TASK GOAL:
Could you copy exactly the line that contains "ring pip: (1013, 436)" and every line after it to the end of the records, and nothing more?

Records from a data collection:
╔══
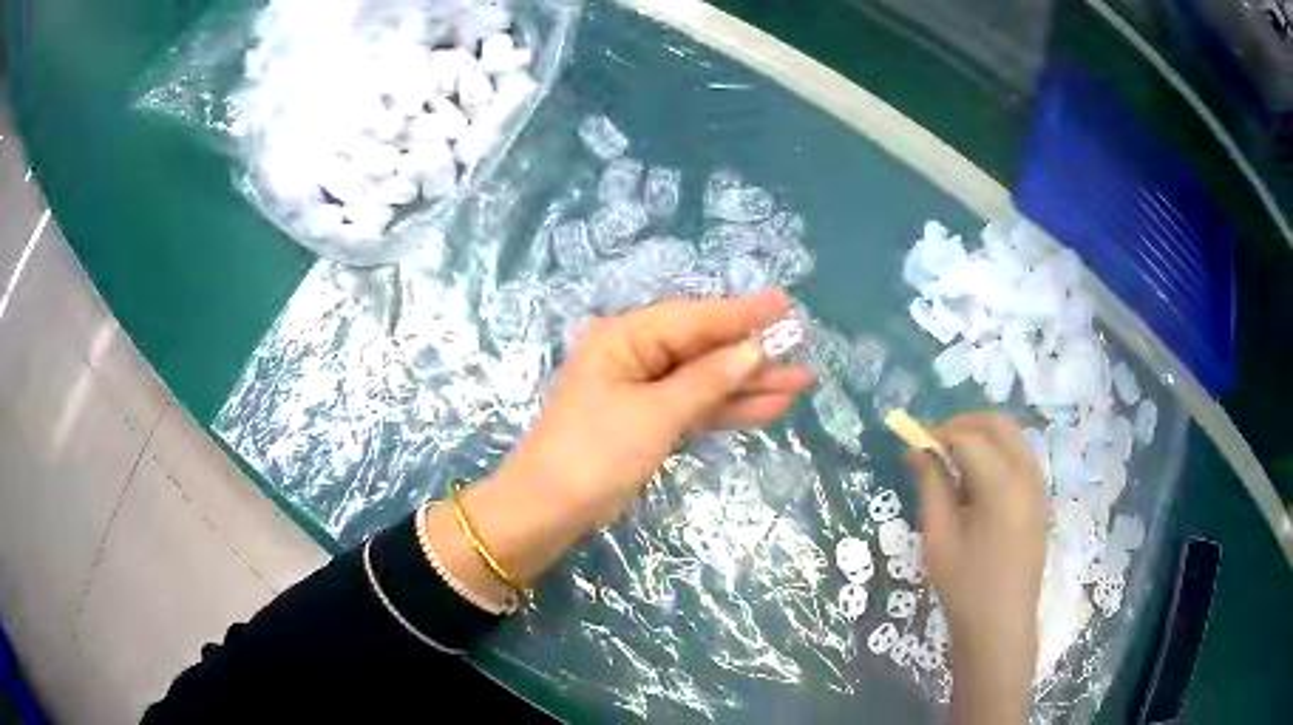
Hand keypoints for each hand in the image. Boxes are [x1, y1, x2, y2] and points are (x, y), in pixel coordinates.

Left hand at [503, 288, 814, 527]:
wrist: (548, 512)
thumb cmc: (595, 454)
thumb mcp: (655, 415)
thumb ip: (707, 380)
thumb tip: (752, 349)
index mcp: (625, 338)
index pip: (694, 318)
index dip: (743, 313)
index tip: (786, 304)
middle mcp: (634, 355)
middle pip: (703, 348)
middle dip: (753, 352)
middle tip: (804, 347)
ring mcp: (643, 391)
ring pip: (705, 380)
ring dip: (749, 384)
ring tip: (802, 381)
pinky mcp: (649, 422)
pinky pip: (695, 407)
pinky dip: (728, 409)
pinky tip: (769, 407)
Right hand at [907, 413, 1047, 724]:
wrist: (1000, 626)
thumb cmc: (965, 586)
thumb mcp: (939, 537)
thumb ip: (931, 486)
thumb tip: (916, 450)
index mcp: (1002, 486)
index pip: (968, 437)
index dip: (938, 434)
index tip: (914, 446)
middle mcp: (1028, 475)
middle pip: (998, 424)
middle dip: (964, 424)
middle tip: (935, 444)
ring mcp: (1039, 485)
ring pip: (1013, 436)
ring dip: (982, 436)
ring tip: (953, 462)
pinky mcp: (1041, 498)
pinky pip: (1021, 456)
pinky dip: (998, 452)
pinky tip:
╚══
RESPONSE BOX:
ring pip: (1013, 436)
ring dip: (982, 436)
ring tip: (953, 462)
pinky mcp: (1041, 498)
pinky pip: (1021, 456)
pinky dip: (998, 452)
pinky tip:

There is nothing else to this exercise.